**Problem description**
Starting with the line that has "middle mcp: (624, 435)" in the records below and stopping after the line that has "ring dip: (312, 250)", output every line exactly and nothing else; skip pictures.

**Exercise data**

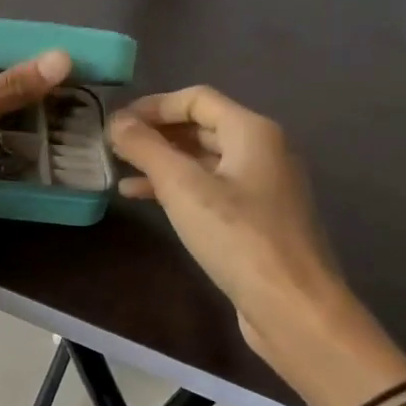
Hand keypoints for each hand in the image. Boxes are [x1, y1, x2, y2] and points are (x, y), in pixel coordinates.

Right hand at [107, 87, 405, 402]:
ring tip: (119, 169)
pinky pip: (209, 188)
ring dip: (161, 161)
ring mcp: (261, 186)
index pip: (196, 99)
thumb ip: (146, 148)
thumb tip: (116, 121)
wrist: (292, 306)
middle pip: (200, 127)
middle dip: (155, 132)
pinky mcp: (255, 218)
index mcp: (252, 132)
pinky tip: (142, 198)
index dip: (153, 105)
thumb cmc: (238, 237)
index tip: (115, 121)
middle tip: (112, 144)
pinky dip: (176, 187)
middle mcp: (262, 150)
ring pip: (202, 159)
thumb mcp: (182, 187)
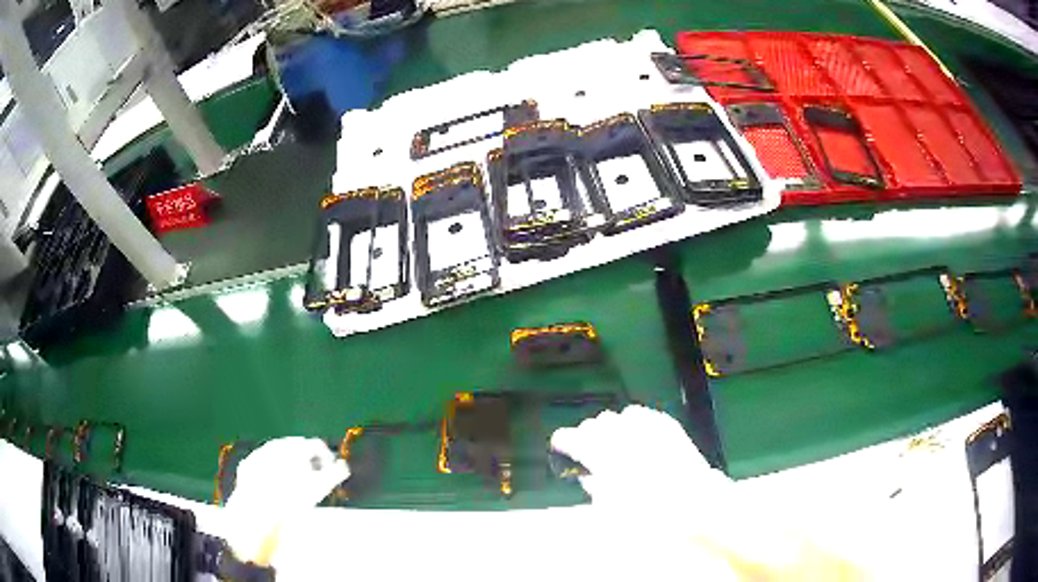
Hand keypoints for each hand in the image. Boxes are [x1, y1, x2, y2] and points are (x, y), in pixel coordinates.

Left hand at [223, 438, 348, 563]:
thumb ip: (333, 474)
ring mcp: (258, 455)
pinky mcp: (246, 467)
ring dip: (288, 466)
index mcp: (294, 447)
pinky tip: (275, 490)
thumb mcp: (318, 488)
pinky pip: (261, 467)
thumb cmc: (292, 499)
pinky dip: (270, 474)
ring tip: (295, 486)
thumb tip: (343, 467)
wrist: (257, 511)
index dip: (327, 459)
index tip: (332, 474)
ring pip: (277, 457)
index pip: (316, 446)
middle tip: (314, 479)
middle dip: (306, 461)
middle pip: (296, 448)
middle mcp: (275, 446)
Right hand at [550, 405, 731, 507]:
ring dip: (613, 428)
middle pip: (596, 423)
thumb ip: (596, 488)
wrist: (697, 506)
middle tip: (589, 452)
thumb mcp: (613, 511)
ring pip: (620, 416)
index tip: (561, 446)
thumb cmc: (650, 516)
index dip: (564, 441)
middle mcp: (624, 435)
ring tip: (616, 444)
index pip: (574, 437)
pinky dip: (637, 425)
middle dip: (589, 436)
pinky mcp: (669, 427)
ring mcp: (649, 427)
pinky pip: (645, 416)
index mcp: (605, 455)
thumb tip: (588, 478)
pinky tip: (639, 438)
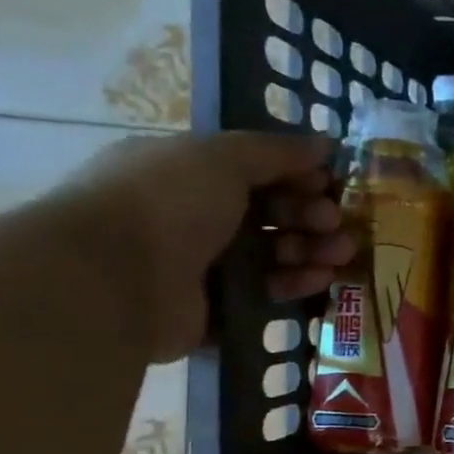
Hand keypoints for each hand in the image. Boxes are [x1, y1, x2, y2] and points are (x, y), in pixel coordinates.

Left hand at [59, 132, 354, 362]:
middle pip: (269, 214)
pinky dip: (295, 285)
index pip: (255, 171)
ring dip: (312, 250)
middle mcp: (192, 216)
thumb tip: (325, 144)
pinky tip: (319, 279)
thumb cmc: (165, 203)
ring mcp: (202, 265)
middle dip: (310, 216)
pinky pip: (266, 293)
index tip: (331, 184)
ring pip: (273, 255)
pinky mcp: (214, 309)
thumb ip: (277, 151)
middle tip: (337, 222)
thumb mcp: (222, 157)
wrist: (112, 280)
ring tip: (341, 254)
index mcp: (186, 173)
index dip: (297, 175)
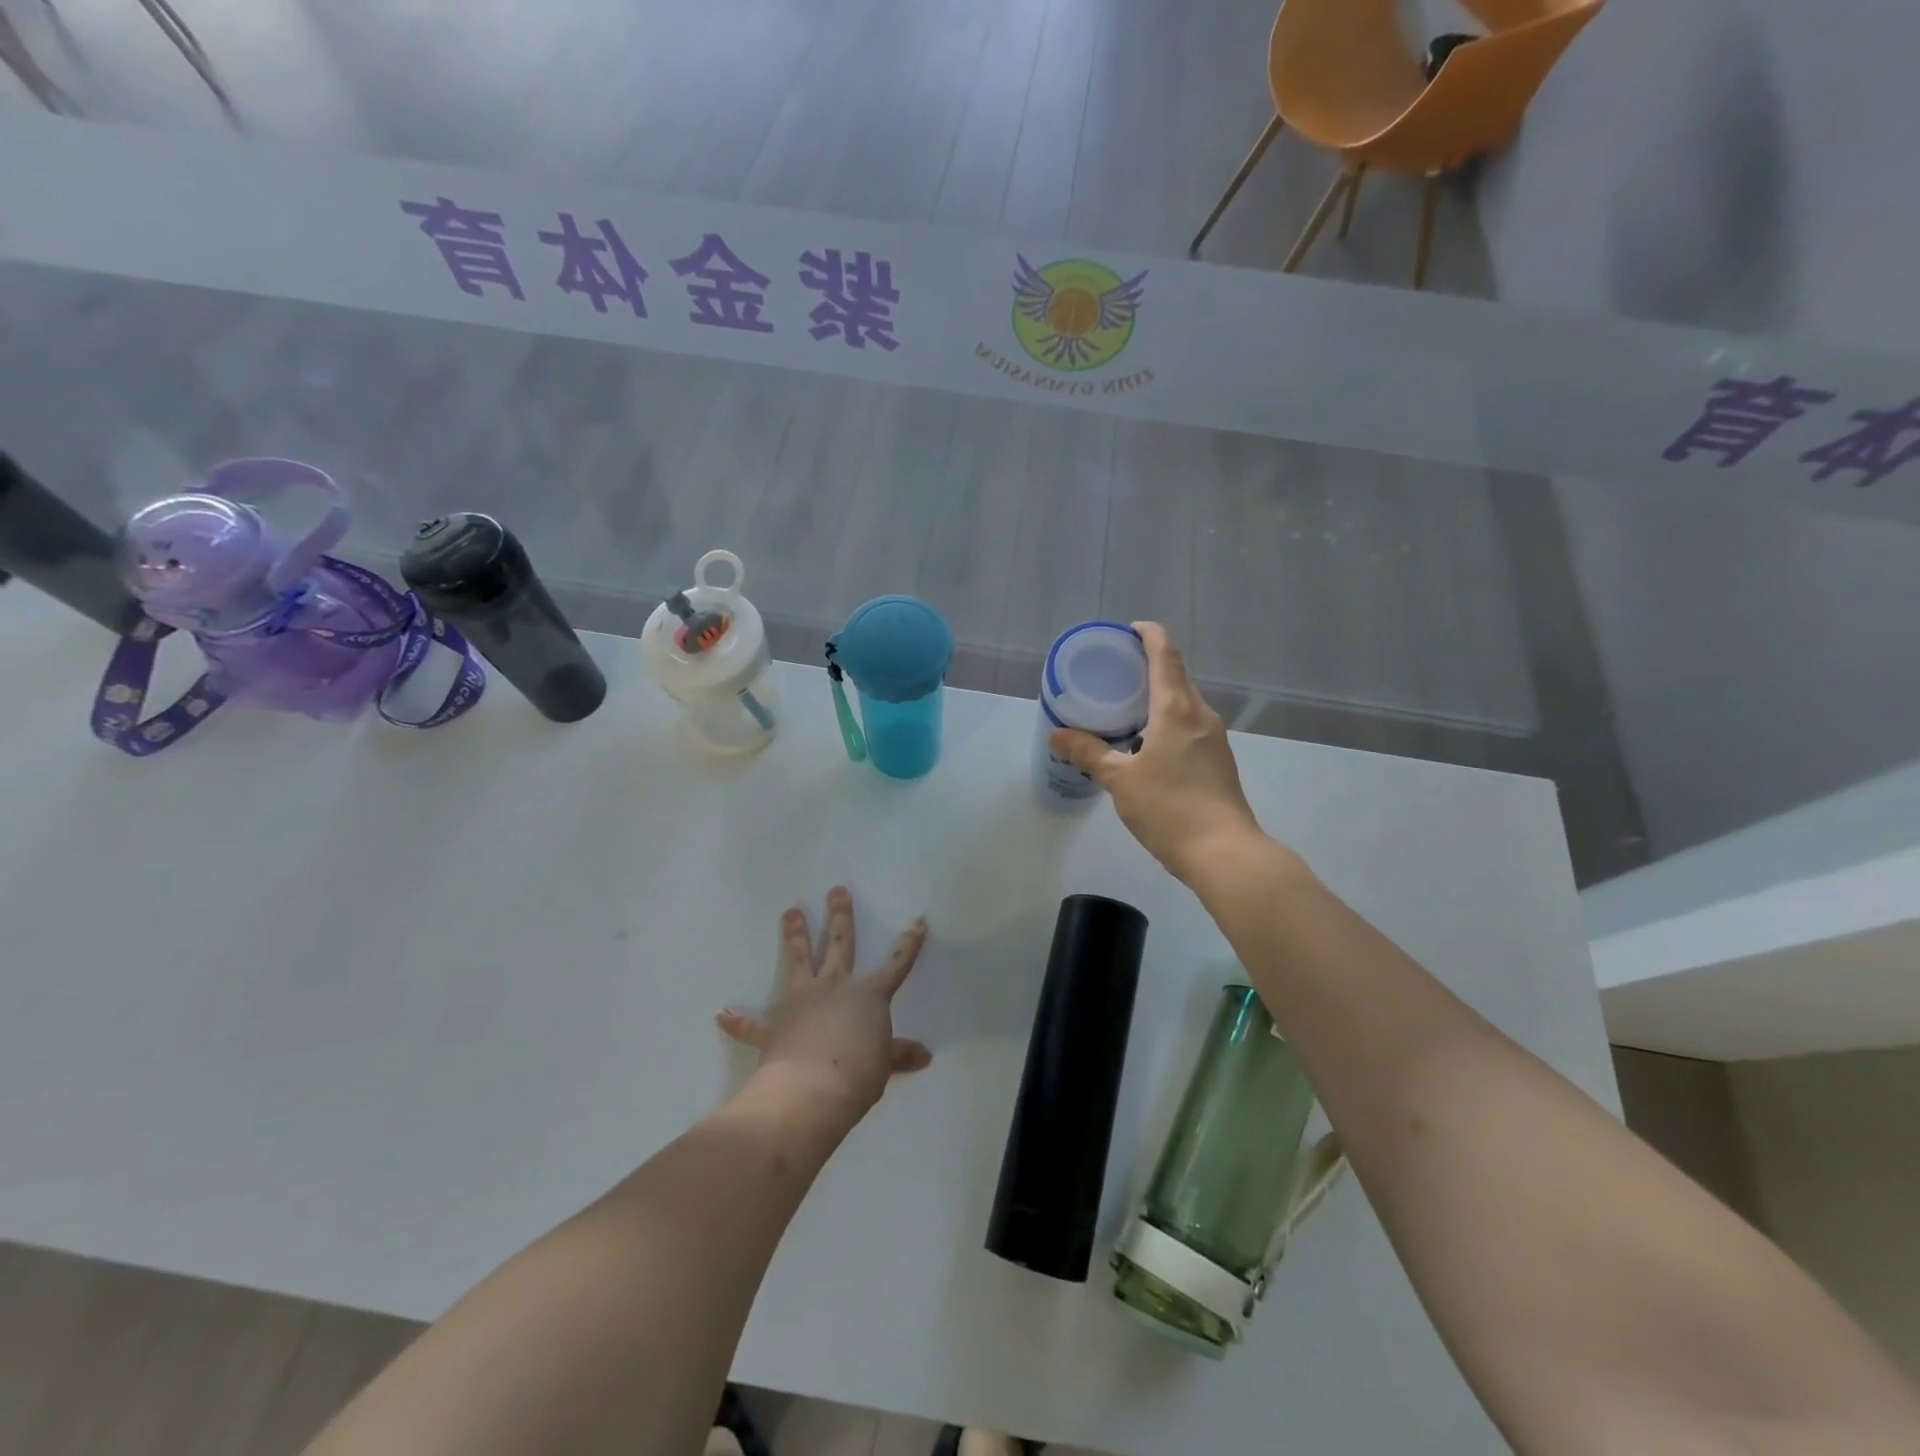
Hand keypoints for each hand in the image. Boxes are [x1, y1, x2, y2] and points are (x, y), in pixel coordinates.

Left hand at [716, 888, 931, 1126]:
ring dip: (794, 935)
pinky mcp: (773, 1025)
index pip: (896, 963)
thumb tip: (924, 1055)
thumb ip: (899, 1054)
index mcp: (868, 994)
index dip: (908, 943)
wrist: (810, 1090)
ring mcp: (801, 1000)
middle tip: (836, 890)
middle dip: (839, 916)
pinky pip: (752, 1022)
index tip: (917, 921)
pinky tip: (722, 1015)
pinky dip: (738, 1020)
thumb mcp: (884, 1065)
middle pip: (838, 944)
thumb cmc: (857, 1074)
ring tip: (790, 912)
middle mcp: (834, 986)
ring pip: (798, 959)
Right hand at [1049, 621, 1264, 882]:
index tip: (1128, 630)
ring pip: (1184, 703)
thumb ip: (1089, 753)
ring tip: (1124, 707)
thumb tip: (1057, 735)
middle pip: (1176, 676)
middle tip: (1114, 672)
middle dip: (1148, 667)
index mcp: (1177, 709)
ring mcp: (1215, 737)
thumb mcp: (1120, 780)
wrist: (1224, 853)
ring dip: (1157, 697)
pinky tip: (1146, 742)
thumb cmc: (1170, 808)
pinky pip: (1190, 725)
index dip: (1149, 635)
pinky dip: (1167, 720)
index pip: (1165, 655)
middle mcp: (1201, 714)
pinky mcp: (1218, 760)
* * *
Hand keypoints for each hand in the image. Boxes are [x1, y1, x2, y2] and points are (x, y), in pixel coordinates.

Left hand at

**Output below**
middle mcp: (624, 435)
ring tip: (616, 444)
index pip: (574, 437)
pinky dip: (637, 425)
middle dip: (589, 436)
pinky mcp: (669, 427)
ring mcp: (649, 427)
pinky pip: (645, 416)
index mcp: (605, 455)
thumb tip: (588, 478)
pinky tip: (639, 438)
Hand keypoints for each hand in the image. Boxes are [x1, y1, x2, y2] and points are (x, y), in pixel coordinates.

Left hand at [59, 132, 354, 362]:
middle pip: (269, 214)
pinky dip: (295, 285)
index pip: (255, 171)
ring dip: (312, 250)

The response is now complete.